# [Exercise prompt]
Before writing out the records, remove the pictures; keep everything else exact.

┌────────

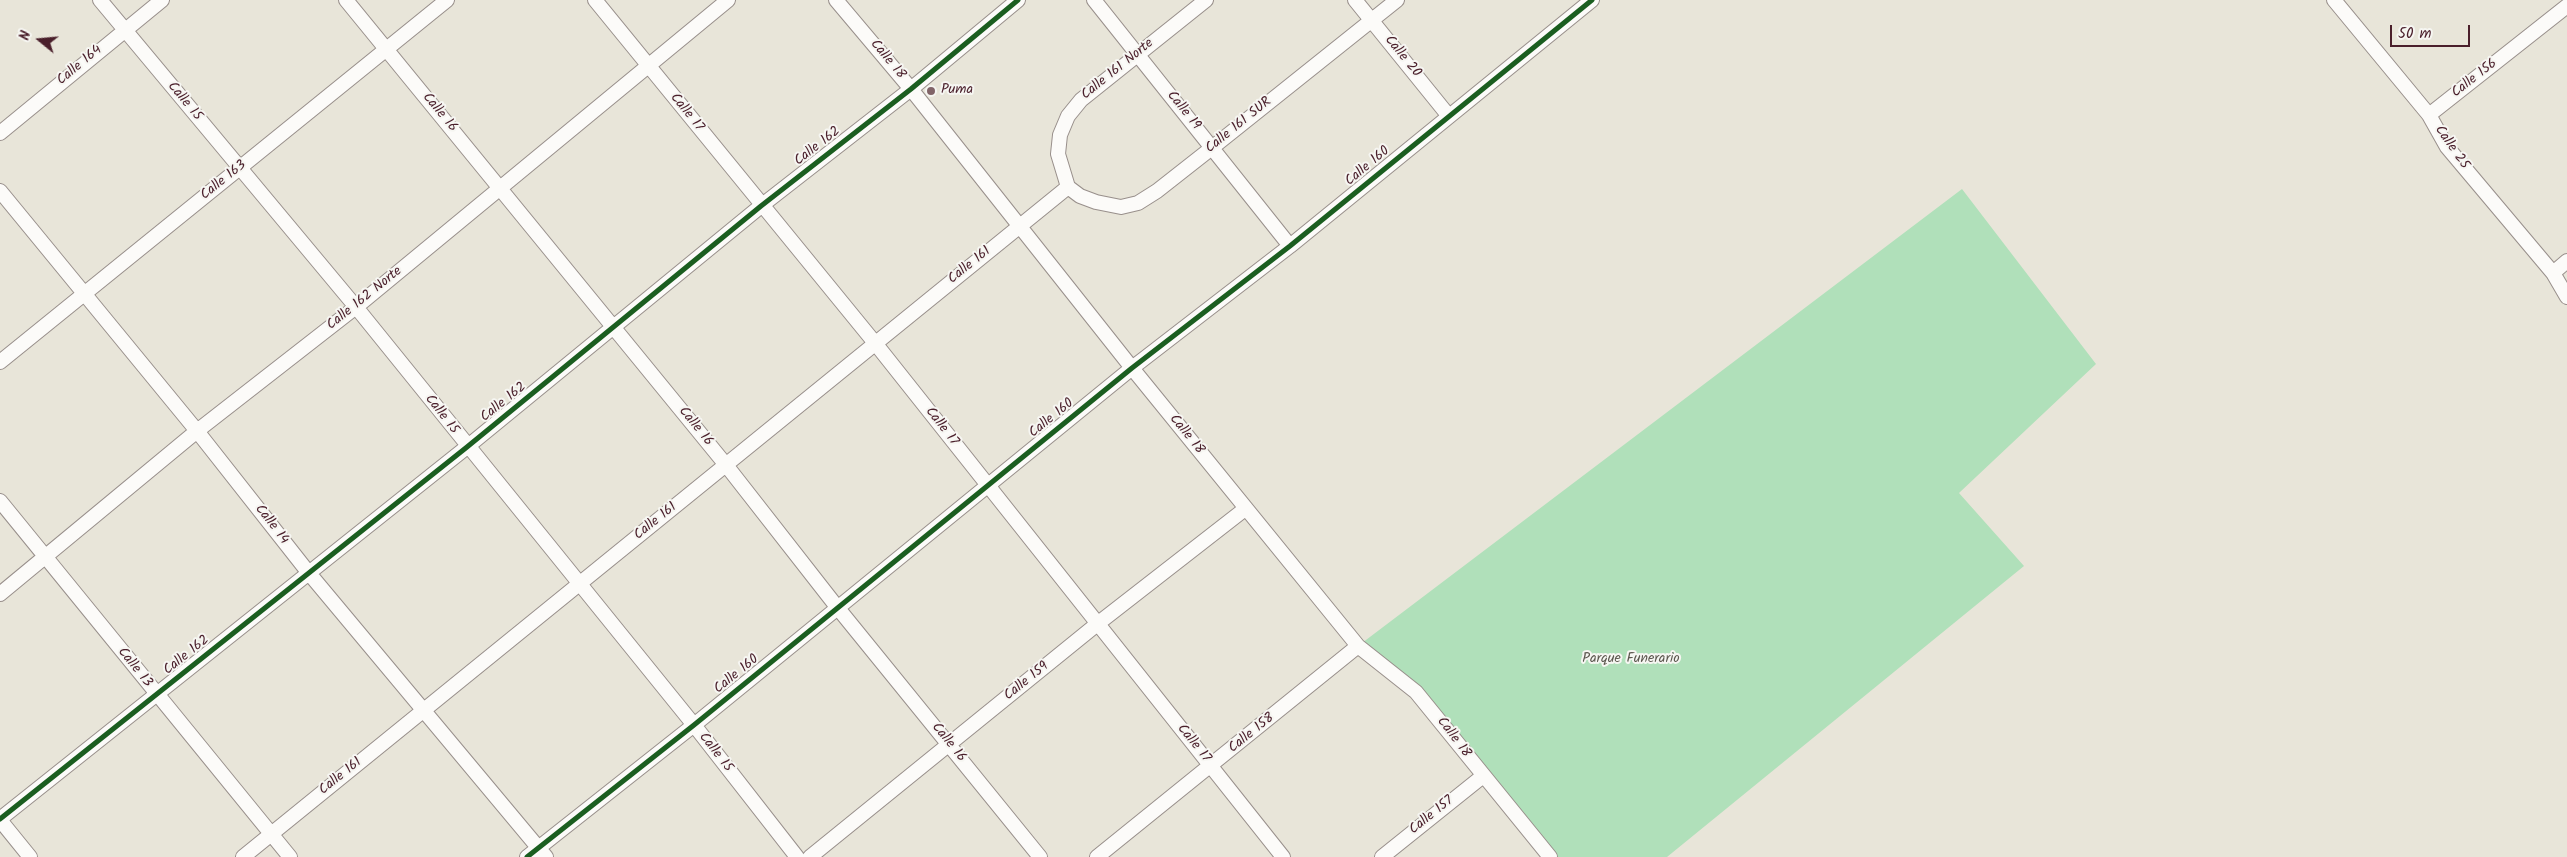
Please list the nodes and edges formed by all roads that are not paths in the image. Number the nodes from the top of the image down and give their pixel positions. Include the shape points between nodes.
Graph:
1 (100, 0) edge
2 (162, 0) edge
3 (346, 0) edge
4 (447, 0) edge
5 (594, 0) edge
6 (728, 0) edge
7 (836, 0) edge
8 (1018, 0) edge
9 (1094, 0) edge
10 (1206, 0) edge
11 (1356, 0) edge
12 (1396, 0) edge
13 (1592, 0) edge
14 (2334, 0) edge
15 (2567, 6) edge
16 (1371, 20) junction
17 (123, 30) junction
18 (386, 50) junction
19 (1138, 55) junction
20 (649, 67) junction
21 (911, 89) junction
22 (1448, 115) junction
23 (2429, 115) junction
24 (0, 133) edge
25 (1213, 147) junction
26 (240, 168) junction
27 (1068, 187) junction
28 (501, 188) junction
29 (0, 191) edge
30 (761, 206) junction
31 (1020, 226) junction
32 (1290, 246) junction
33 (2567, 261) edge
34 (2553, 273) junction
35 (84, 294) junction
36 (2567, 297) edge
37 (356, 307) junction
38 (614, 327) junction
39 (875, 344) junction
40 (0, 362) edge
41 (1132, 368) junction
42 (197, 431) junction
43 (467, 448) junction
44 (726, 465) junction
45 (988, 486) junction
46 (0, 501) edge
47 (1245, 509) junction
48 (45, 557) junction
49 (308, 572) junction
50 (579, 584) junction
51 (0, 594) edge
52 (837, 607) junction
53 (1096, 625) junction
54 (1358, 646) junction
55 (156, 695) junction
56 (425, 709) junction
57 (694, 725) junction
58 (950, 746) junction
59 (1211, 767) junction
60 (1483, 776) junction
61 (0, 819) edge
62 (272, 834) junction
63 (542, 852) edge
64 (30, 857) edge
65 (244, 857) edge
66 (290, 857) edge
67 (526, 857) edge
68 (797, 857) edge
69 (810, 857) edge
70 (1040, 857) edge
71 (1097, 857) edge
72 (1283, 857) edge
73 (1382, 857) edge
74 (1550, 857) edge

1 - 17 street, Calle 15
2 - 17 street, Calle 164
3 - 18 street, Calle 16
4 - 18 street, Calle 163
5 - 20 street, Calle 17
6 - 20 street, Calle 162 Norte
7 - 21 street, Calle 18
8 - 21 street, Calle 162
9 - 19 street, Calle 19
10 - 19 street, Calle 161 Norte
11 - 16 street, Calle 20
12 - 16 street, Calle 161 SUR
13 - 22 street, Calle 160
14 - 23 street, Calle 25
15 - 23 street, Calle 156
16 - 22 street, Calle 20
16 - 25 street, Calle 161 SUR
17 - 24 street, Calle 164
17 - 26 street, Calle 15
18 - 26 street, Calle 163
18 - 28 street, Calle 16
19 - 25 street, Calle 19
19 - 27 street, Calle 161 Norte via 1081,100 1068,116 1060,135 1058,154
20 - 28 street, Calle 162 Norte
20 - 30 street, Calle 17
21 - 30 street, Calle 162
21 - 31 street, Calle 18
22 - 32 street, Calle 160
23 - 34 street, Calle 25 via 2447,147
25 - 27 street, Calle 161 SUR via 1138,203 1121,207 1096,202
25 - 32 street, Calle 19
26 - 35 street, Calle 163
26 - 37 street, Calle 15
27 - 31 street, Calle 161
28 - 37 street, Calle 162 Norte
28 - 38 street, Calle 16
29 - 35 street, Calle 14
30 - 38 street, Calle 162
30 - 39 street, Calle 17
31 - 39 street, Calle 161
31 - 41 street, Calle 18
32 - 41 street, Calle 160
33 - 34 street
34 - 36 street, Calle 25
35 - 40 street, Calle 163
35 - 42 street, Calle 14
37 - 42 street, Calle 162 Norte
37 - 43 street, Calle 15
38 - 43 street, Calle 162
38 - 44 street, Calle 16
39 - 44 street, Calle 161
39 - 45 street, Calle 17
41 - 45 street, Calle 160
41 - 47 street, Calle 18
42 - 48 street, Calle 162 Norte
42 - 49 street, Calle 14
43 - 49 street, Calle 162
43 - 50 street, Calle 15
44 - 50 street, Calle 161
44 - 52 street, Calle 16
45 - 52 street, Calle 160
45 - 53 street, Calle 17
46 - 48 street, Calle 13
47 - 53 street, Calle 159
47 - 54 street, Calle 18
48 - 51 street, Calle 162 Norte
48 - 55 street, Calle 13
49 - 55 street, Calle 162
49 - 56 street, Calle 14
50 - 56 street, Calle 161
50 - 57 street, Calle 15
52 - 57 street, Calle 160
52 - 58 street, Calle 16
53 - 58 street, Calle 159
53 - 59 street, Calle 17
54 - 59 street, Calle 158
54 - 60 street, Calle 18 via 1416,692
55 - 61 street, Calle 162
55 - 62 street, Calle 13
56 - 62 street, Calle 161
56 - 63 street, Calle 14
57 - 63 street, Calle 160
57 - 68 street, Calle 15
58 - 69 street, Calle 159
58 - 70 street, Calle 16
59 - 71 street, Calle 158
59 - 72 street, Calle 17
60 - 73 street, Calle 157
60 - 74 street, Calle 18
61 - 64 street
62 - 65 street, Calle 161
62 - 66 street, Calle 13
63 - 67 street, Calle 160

└────────

# [Written answer]
Please list the nodes and edges formed by all roads that are not paths in the image. Number the nodes from the top of the image down and give their pixel positions. Include the shape points between nodes.
Graph:
1 (100, 0) edge
2 (162, 0) edge
3 (346, 0) edge
4 (447, 0) edge
5 (594, 0) edge
6 (728, 0) edge
7 (836, 0) edge
8 (1018, 0) edge
9 (1094, 0) edge
10 (1206, 0) edge
11 (1356, 0) edge
12 (1396, 0) edge
13 (1592, 0) edge
14 (2334, 0) edge
15 (2567, 6) edge
16 (1371, 20) junction
17 (123, 30) junction
18 (386, 50) junction
19 (1138, 55) junction
20 (649, 67) junction
21 (911, 89) junction
22 (1448, 115) junction
23 (2429, 115) junction
24 (0, 133) edge
25 (1213, 147) junction
26 (240, 168) junction
27 (1068, 187) junction
28 (501, 188) junction
29 (0, 191) edge
30 (761, 206) junction
31 (1020, 226) junction
32 (1290, 246) junction
33 (2567, 261) edge
34 (2553, 273) junction
35 (84, 294) junction
36 (2567, 297) edge
37 (356, 307) junction
38 (614, 327) junction
39 (875, 344) junction
40 (0, 362) edge
41 (1132, 368) junction
42 (197, 431) junction
43 (467, 448) junction
44 (726, 465) junction
45 (988, 486) junction
46 (0, 501) edge
47 (1245, 509) junction
48 (45, 557) junction
49 (308, 572) junction
50 (579, 584) junction
51 (0, 594) edge
52 (837, 607) junction
53 (1096, 625) junction
54 (1358, 646) junction
55 (156, 695) junction
56 (425, 709) junction
57 (694, 725) junction
58 (950, 746) junction
59 (1211, 767) junction
60 (1483, 776) junction
61 (0, 819) edge
62 (272, 834) junction
63 (542, 852) edge
64 (30, 857) edge
65 (244, 857) edge
66 (290, 857) edge
67 (526, 857) edge
68 (797, 857) edge
69 (810, 857) edge
70 (1040, 857) edge
71 (1097, 857) edge
72 (1283, 857) edge
73 (1382, 857) edge
74 (1550, 857) edge

1 - 17 street, Calle 15
2 - 17 street, Calle 164
3 - 18 street, Calle 16
4 - 18 street, Calle 163
5 - 20 street, Calle 17
6 - 20 street, Calle 162 Norte
7 - 21 street, Calle 18
8 - 21 street, Calle 162
9 - 19 street, Calle 19
10 - 19 street, Calle 161 Norte
11 - 16 street, Calle 20
12 - 16 street, Calle 161 SUR
13 - 22 street, Calle 160
14 - 23 street, Calle 25
15 - 23 street, Calle 156
16 - 22 street, Calle 20
16 - 25 street, Calle 161 SUR
17 - 24 street, Calle 164
17 - 26 street, Calle 15
18 - 26 street, Calle 163
18 - 28 street, Calle 16
19 - 25 street, Calle 19
19 - 27 street, Calle 161 Norte via 1081,100 1068,116 1060,135 1058,154
20 - 28 street, Calle 162 Norte
20 - 30 street, Calle 17
21 - 30 street, Calle 162
21 - 31 street, Calle 18
22 - 32 street, Calle 160
23 - 34 street, Calle 25 via 2447,147
25 - 27 street, Calle 161 SUR via 1138,203 1121,207 1096,202
25 - 32 street, Calle 19
26 - 35 street, Calle 163
26 - 37 street, Calle 15
27 - 31 street, Calle 161
28 - 37 street, Calle 162 Norte
28 - 38 street, Calle 16
29 - 35 street, Calle 14
30 - 38 street, Calle 162
30 - 39 street, Calle 17
31 - 39 street, Calle 161
31 - 41 street, Calle 18
32 - 41 street, Calle 160
33 - 34 street
34 - 36 street, Calle 25
35 - 40 street, Calle 163
35 - 42 street, Calle 14
37 - 42 street, Calle 162 Norte
37 - 43 street, Calle 15
38 - 43 street, Calle 162
38 - 44 street, Calle 16
39 - 44 street, Calle 161
39 - 45 street, Calle 17
41 - 45 street, Calle 160
41 - 47 street, Calle 18
42 - 48 street, Calle 162 Norte
42 - 49 street, Calle 14
43 - 49 street, Calle 162
43 - 50 street, Calle 15
44 - 50 street, Calle 161
44 - 52 street, Calle 16
45 - 52 street, Calle 160
45 - 53 street, Calle 17
46 - 48 street, Calle 13
47 - 53 street, Calle 159
47 - 54 street, Calle 18
48 - 51 street, Calle 162 Norte
48 - 55 street, Calle 13
49 - 55 street, Calle 162
49 - 56 street, Calle 14
50 - 56 street, Calle 161
50 - 57 street, Calle 15
52 - 57 street, Calle 160
52 - 58 street, Calle 16
53 - 58 street, Calle 159
53 - 59 street, Calle 17
54 - 59 street, Calle 158
54 - 60 street, Calle 18 via 1416,692
55 - 61 street, Calle 162
55 - 62 street, Calle 13
56 - 62 street, Calle 161
56 - 63 street, Calle 14
57 - 63 street, Calle 160
57 - 68 street, Calle 15
58 - 69 street, Calle 159
58 - 70 street, Calle 16
59 - 71 street, Calle 158
59 - 72 street, Calle 17
60 - 73 street, Calle 157
60 - 74 street, Calle 18
61 - 64 street
62 - 65 street, Calle 161
62 - 66 street, Calle 13
63 - 67 street, Calle 160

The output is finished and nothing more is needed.